♥ How to really Self-Love? ♥

What is self-love?

 

The definition I have found is – Be kind to yourself, appreciate your uniqueness, accept your imperfection, have a positive image of yourself…basically is to look inside and put your happiness and well-being a priority in life. I guess in such a demanding society that we are living in now, no wonder the concept of self-love is becoming so attractive and maybe even deem important.

*Side note: Self-love should not be confused with self-care (eat healthy, exercise, hygiene, reduce stress, get enough sleep).

 

There was a girl, who tried to please everyone; tried fitting in her group of friends; tried to be like her crush’s dream-girl; tried to be her parents’ expectation; tried to be the “successful-person” that everyone’s talking about; tried to be someone else because the society doesn’t accept who she was…etc. She thinks she has so many imperfections that she is never enough. That girl was me. Of course, I crumbled. I broke. I knew this way of life is killing me slowly so I turn to self-love. I did everything I can to recover, to build myself up and be kind to myself. I felt better and even great. But it was not sustainable. Not because self-love doesn’t work, but because our current concept of self-love is flawed.

 

I used to think that it is important to practice self-love because even Jesus stated in His second greatest commandment – “Love your neighbour as yourself”, right?
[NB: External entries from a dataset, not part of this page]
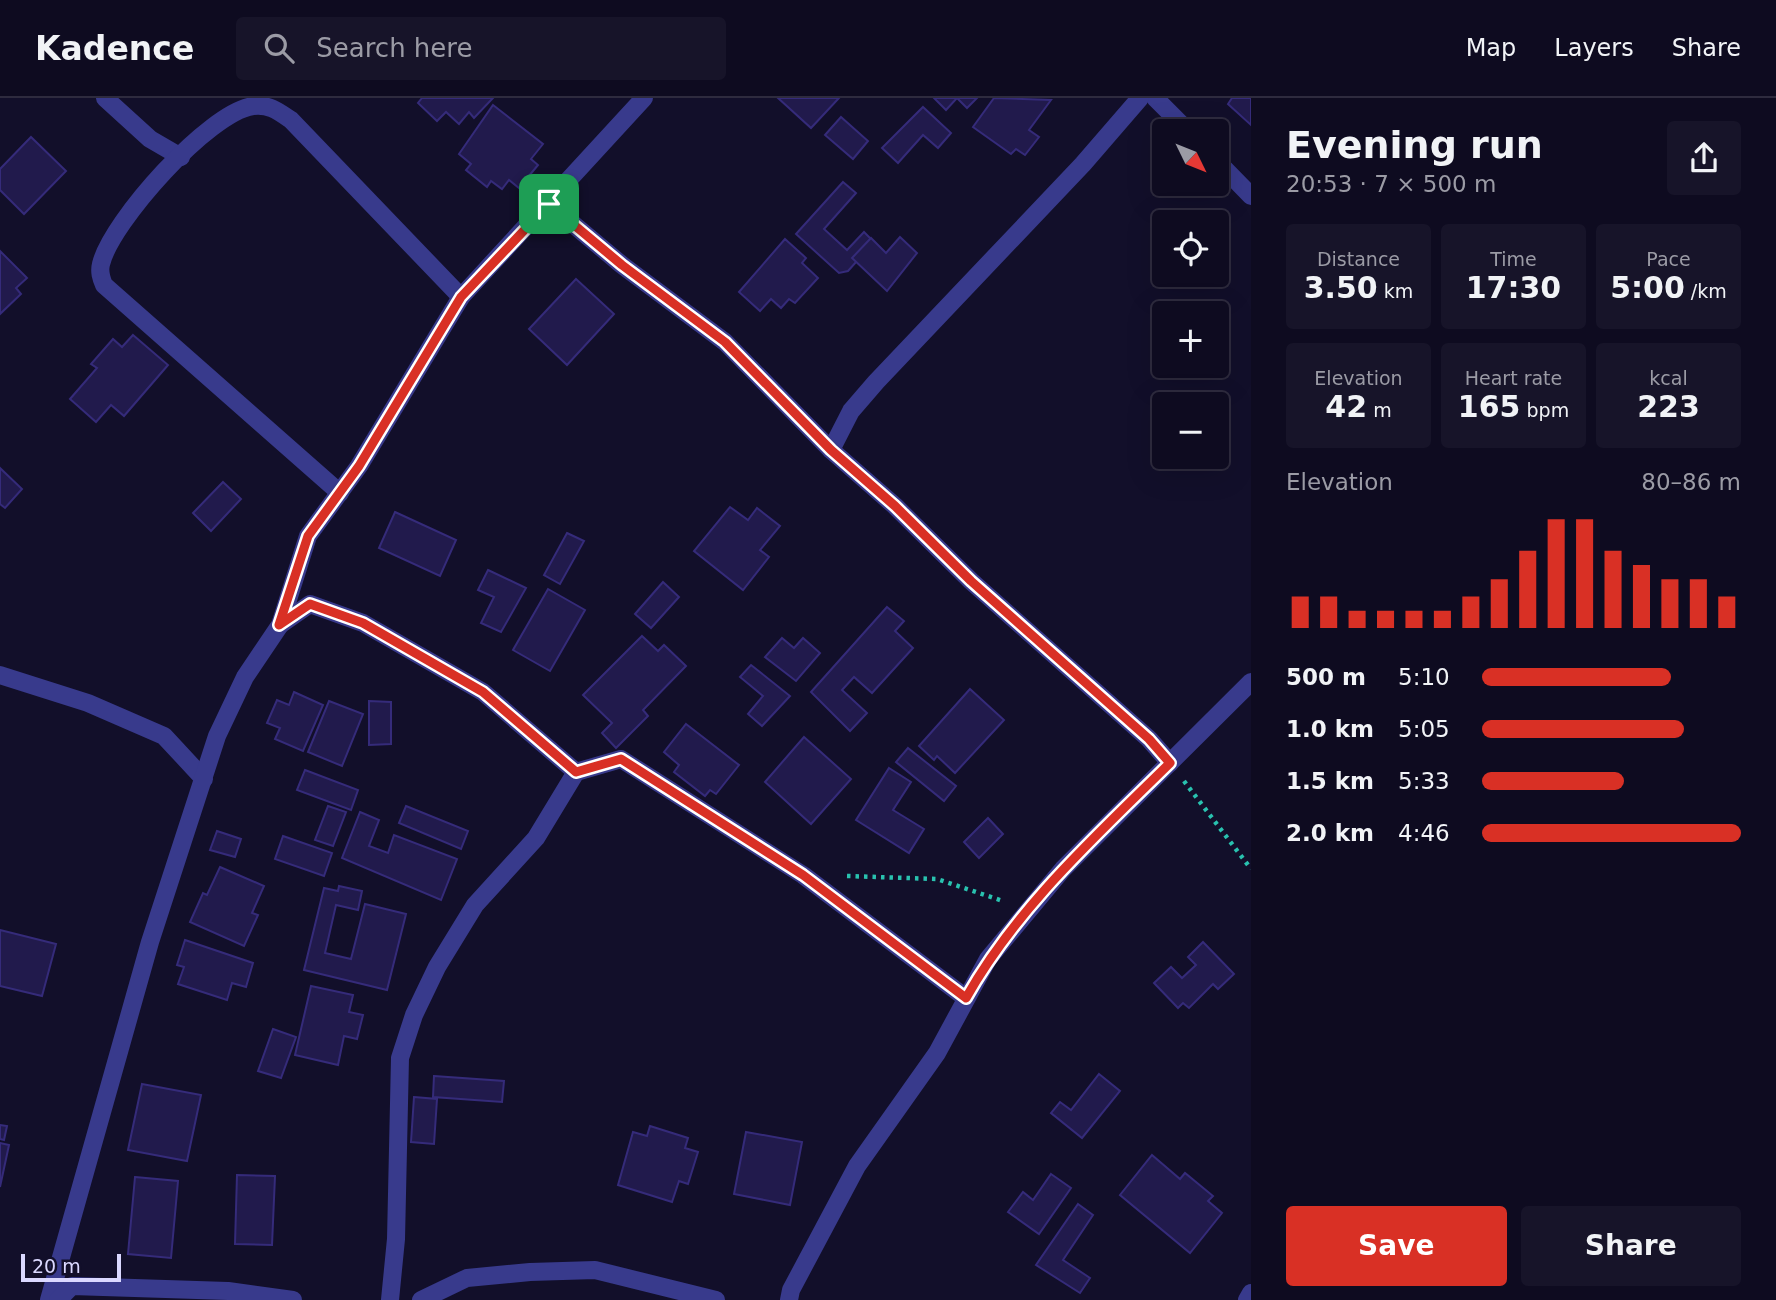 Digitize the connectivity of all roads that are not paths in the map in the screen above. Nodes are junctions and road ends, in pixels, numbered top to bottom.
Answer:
1 (105, 98) edge
2 (644, 98) edge
3 (1140, 98) edge
4 (1155, 98) edge
5 (1176, 119) edge
6 (181, 158) junction
7 (1229, 173) edge
8 (1251, 196) edge
9 (549, 204) junction
10 (461, 297) junction
11 (831, 450) junction
12 (340, 493) junction
13 (279, 625) junction
14 (0, 675) edge
15 (1251, 682) edge
16 (1170, 763) junction
17 (576, 772) junction
18 (204, 779) junction
19 (966, 998) junction
20 (1251, 1293) edge
21 (49, 1300) edge
22 (58, 1300) edge
23 (293, 1300) edge
24 (390, 1300) edge
25 (421, 1300) edge
26 (716, 1300) edge
27 (789, 1300) edge
28 (1247, 1300) edge

1 - 6 street
2 - 9 street
3 - 11 street
4 - 5 street
6 - 10 street
6 - 12 street
7 - 8 street
9 - 10 street
9 - 11 street
10 - 12 street
11 - 16 street
12 - 13 street
13 - 17 street
13 - 18 street
14 - 18 street
15 - 16 street
16 - 19 street
17 - 19 street
17 - 24 street
18 - 21 street
19 - 27 street
20 - 28 street
22 - 23 street
25 - 26 street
So…if I don’t know how to love myself, how am I going to know how to love others? But somehow, this is contradicting inside me. My brain says yes, that’s logic! My heart says God’s love is sacrificial then why is this sound self-centered?

 

“People will be lovers of themselves, lovers of money, boastful, proud, abusive, disobedient to their parents, ungrateful, unholy, without love, unforgiving, slanderous, without self-control, brutal, not lovers of the good, treacherous, rash, conceited, lovers of pleasure rather than lovers of God.” (2 Timothy 3:2-4)

 

Why people can’t really self-love? Not because they don’t love themselves, it is because they don’t understand the true meaning of “love”. We don’t need to teach us how to love ourselves, we were born to always put ourselves above others. Humans become naturally self-centered when sin came into the world. The good news is humans are redeemed, we can finally know and receive the true source of LOVE.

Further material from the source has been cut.